China Launches New Ocean-Watching Satellite

Chinese Long March 3A Rocket Orbits New Satellite
China has developed a family of boosters over the years, including new development of a heavy-lift launcher to fly by 2011. Image (Image credit: China National Space Administration)

A Chinese ocean observation satellite launched Monday on a Long March rocket from the Taiyuan space center in northeastern China, according to state-run media.

The Haiyang 2A satellite lifted off at 2257 GMT (6:57 p.m. EDT) from the Taiyuan launching base in Shanxi province, the state-owned Xinhua news agency reported. Launch occurred at 6:57 a.m. local time in Beijing.

The remote sensing payload flew into orbit on top of a Long March 4B rocket, which placed the satellite in a 565-mile-high orbit with an inclination of 99 degrees, according to independent tracking data.

Xinhua declared the launch a success in its reporting.

China says Haiyang 2A will aid the supervision and survey of the maritime environment, helping prevent potential disasters at sea and contributing to marine weather forecasts.

The satellite features upgrades over two earlier ocean observing craft launched by China in 2002 and 2007. Haiyang 2A will study dynamic ocean environments such as sea surface winds, wave height and water temperatures.

Its instruments include a microwave sensor, a radiometer and an altimeter.

Earlier Haiyang 1 satellites monitored ocean pollution and shallow waters to help in the operation of harbors and ports. A third generation of satellites is planned to combine the Haiyang 1 and Haiyang 2 missions.

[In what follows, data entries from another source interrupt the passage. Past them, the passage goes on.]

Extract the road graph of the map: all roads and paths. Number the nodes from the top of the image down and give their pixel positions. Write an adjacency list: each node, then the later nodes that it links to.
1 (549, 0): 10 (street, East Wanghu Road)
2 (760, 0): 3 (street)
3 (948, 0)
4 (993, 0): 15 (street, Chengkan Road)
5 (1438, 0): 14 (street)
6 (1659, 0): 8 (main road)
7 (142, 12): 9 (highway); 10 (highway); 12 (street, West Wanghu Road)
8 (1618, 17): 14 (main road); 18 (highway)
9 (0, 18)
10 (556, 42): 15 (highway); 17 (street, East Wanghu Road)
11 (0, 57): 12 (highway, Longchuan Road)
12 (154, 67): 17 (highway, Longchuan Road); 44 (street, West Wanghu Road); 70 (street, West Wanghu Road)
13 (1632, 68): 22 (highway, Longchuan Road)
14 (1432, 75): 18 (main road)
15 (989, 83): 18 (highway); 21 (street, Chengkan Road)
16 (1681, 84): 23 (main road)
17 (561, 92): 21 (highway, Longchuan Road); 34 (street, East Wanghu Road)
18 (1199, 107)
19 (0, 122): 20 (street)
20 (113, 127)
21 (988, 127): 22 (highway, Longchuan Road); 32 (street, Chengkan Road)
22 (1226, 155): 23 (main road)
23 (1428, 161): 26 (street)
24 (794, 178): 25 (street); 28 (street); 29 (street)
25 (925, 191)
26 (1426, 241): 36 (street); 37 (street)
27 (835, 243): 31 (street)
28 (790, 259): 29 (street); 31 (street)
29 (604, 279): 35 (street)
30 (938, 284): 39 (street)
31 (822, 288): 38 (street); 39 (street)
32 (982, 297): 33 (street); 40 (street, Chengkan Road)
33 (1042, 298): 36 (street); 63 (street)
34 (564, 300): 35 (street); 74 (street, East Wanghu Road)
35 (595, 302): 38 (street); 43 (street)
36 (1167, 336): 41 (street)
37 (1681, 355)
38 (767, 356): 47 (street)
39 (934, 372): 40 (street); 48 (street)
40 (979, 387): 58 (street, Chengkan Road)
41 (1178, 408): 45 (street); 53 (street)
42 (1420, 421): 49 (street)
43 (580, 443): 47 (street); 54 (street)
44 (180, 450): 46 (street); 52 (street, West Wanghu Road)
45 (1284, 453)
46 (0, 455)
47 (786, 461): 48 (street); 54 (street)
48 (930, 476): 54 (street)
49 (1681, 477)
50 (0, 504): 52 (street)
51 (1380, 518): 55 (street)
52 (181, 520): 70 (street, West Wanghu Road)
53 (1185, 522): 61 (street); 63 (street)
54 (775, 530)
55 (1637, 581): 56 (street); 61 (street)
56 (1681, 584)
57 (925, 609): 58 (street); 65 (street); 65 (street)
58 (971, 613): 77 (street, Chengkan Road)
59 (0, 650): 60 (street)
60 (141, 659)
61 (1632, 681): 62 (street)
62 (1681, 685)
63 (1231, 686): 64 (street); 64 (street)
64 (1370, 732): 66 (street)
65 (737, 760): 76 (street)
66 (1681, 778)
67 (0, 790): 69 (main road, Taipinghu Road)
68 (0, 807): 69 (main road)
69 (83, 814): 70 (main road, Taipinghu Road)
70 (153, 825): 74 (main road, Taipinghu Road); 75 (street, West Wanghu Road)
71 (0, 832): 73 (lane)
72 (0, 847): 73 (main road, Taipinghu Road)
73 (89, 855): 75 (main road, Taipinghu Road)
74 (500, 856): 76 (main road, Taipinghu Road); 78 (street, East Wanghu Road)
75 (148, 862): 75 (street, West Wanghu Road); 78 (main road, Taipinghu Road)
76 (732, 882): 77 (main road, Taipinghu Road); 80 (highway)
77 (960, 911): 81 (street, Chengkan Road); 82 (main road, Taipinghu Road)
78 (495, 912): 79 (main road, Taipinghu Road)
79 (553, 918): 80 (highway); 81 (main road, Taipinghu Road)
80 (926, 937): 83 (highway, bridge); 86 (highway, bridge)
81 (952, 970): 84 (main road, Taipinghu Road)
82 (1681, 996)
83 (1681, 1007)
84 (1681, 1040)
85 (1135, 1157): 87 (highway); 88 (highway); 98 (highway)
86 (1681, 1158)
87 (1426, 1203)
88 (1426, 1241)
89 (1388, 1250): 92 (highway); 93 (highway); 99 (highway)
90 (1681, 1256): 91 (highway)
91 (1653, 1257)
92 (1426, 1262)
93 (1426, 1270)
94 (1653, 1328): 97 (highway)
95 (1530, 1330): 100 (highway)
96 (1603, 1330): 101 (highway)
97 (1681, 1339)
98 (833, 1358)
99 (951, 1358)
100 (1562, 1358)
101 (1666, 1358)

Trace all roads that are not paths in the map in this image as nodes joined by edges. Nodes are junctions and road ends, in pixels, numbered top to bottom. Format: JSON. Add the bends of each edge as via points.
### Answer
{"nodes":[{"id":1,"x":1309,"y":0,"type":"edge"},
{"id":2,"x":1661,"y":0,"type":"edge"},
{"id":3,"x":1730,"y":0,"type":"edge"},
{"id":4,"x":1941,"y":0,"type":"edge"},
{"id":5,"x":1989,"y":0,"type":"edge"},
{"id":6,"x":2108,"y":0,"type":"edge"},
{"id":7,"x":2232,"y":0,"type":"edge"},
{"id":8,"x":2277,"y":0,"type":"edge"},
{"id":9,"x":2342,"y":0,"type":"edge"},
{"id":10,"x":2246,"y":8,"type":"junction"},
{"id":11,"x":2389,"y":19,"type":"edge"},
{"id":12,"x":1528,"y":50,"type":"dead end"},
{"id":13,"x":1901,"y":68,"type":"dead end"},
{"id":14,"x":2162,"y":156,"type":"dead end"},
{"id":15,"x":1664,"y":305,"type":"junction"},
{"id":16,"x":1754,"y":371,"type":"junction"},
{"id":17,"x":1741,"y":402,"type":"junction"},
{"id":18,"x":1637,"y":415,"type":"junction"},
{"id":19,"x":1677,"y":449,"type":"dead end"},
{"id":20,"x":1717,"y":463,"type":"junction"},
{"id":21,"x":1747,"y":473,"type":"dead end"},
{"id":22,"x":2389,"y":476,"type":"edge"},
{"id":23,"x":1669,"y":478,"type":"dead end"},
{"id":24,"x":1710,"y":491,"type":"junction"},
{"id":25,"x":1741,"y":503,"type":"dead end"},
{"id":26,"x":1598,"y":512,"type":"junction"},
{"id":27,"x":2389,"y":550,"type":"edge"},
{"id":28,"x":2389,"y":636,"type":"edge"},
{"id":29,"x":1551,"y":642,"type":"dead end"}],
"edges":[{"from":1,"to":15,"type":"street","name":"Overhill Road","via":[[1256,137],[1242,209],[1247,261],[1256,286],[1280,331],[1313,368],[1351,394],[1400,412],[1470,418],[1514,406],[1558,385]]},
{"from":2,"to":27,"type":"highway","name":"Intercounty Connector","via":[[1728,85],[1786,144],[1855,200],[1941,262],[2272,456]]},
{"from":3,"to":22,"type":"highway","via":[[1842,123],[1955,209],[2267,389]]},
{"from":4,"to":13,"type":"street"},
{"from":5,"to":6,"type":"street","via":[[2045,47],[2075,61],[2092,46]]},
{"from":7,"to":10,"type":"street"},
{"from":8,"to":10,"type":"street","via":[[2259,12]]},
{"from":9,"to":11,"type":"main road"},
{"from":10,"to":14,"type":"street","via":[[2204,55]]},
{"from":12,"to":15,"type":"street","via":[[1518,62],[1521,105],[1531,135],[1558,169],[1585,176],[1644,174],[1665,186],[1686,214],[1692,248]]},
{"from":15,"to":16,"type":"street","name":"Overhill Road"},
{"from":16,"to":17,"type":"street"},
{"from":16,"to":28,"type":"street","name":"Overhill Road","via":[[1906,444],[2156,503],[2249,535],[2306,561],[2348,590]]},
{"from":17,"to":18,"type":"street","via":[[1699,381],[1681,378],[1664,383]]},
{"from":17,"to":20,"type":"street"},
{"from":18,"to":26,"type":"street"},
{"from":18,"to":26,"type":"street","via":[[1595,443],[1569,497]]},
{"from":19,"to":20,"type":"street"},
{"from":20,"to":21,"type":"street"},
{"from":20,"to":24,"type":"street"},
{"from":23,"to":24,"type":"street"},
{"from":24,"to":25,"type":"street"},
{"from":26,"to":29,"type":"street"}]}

Monday's Long March flight was the eighth space launch of the year for China's space program.

The nation plans a feverish pace of space missions for the rest of 2011, including the launch of a man-rated space laboratory, the program's first orbital docking attempt, and more rocket flights with communications, military and scientific payloads.

Copyright 2011, all rights reserved.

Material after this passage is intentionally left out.